The bathroom door was locked. I couldn’t risk Perry walking in.
I couldn’t wrap my head around what I’d done. The high of it, the pleasure that had burned through me, had already faded—leaving behind a dizzying cocktail of shame and disbelief.
I’d enjoyed it.
That was what horrified me most.
When I’d been on top—controlling the rhythm, watching him lose himself beneath me—I’d felt powerful. Desired. And for the first time in a long while, safe.
I’d taken control, and I’d craved it.
I turned the faucet again, letting the icy water sting my skin. How had I gone from flinching at touch to wanting it? From fearing closeness to seeking it?
I was losing my mind.
Trying to silence the noise in my head, I opened the drawer beneath the sink and pulled out the vial of poison. I stared at it for a long, long time.
Twisted as it was, this poison was the only thing that tasted real to me. Everything else—food, drink, even kisses—was flavorless. But this? This burned. This reminded me I was still alive.
Maybe that was why I’d chosen this method. Or maybe… maybe I didn’t really care to survive either.
A bitter smile touched my lips. If I was going to die, it might as well be with the man I hated most.
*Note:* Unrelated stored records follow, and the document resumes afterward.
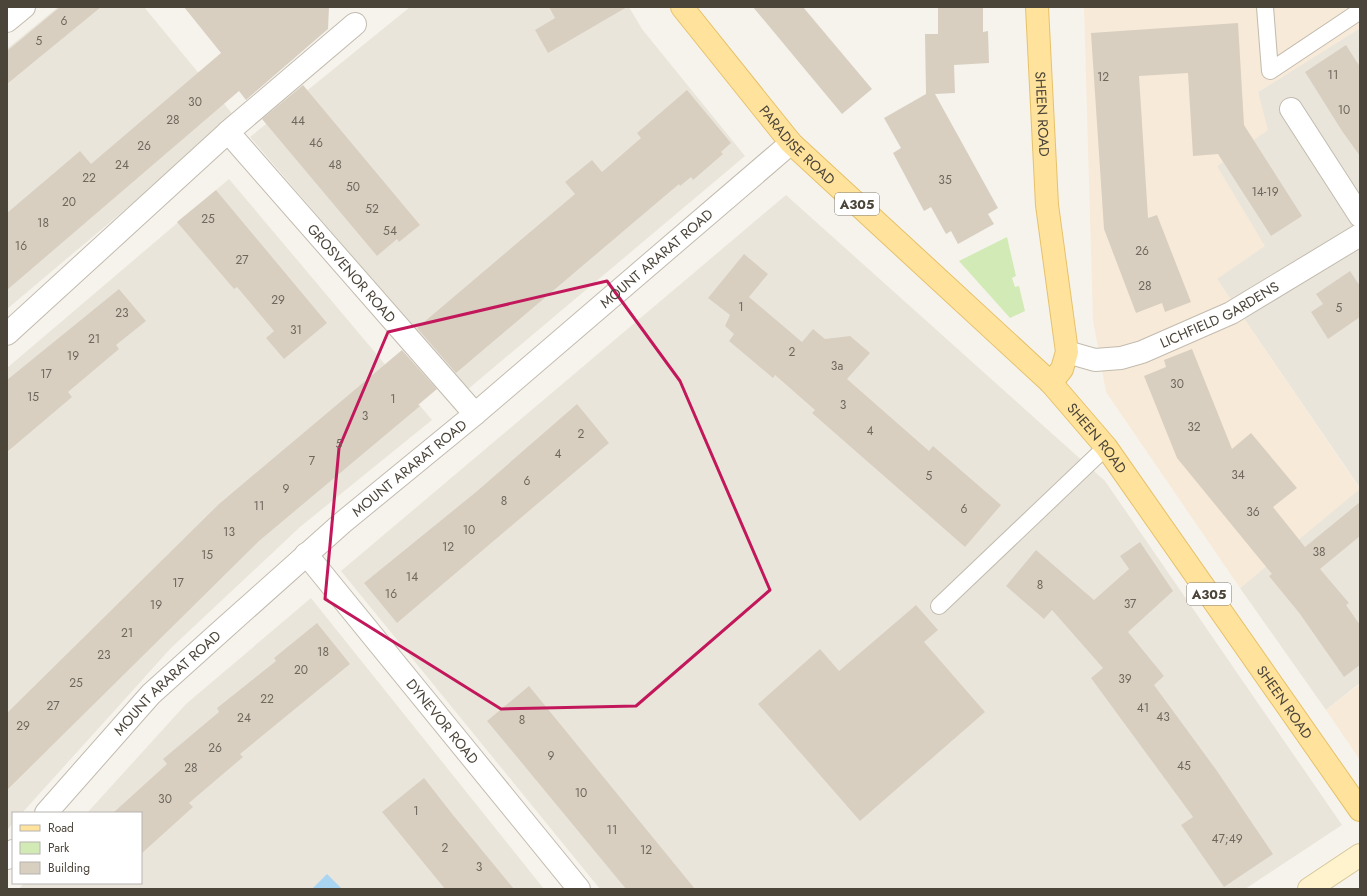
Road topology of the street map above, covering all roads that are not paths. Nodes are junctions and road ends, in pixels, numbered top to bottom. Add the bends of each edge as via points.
1 (24, 7) edge
2 (682, 7) edge
3 (1037, 7) edge
4 (1265, 7) edge
5 (1360, 11) edge
6 (7, 21) edge
7 (356, 24) dead end
8 (1291, 109) dead end
9 (228, 132) junction
10 (792, 142) junction
11 (1360, 216) edge
12 (1360, 235) edge
13 (9, 327) edge
14 (1067, 352) junction
15 (1051, 384) junction
16 (475, 414) junction
17 (1106, 447) junction
18 (306, 554) junction
19 (940, 606) dead end
20 (1360, 810) edge
21 (47, 812) edge
22 (1360, 855) edge
23 (579, 889) edge
24 (1309, 889) edge

1 - 6 street
2 - 10 main road, PARADISE ROAD / A305
3 - 14 main road, SHEEN ROAD via 1047,205
4 - 5 lane via 1270,71
7 - 9 street
8 - 11 street
9 - 13 street
9 - 16 street, GROSVENOR ROAD
10 - 15 main road, PARADISE ROAD / A305
10 - 16 street, MOUNT ARARAT ROAD
12 - 14 street, LICHFIELD GARDENS via 1231,312 1142,352 1121,358 1095,360
14 - 15 main road, SHEEN ROAD via 1062,369
15 - 17 main road, SHEEN ROAD / A305
16 - 18 street, MOUNT ARARAT ROAD
17 - 19 lane
17 - 20 main road, SHEEN ROAD / A305
18 - 21 street, MOUNT ARARAT ROAD via 151,694
18 - 23 street, DYNEVOR ROAD
22 - 24 main road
I uncapped the vial and let a few drops fall onto my tongue. The familiar burn spread down my throat. Not enough to kill me—but enough to make sure it stayed in my system.
Then I put the vial away and walked back to the bedroom.
Perry was still asleep, sprawled across the bed, unaware.
We were both naked. His chest rose and fell steadily, the picture of peace—and that made me hate him a little more.
I climbed onto the bed and straddled him. Cupping his face, I kissed him. Deeply. Slowly. Transferring the poison from my mouth to his.
Even unconscious, his body responded—his lips parting, his hand finding the back of my head.
For a second, guilt clawed at me. Then I remembered what he’d done—the blood on his hands, the lives he’d destroyed—and it faded.
I let him take what he wanted until sleep reclaimed him.
When I woke again, sunlight filtered through the curtains. Noon. Perry was still out cold.
But his peace had shattered.
Sweat soaked his forehead. His jaw clenched and unclenched, his body twitching as if fighting unseen demons.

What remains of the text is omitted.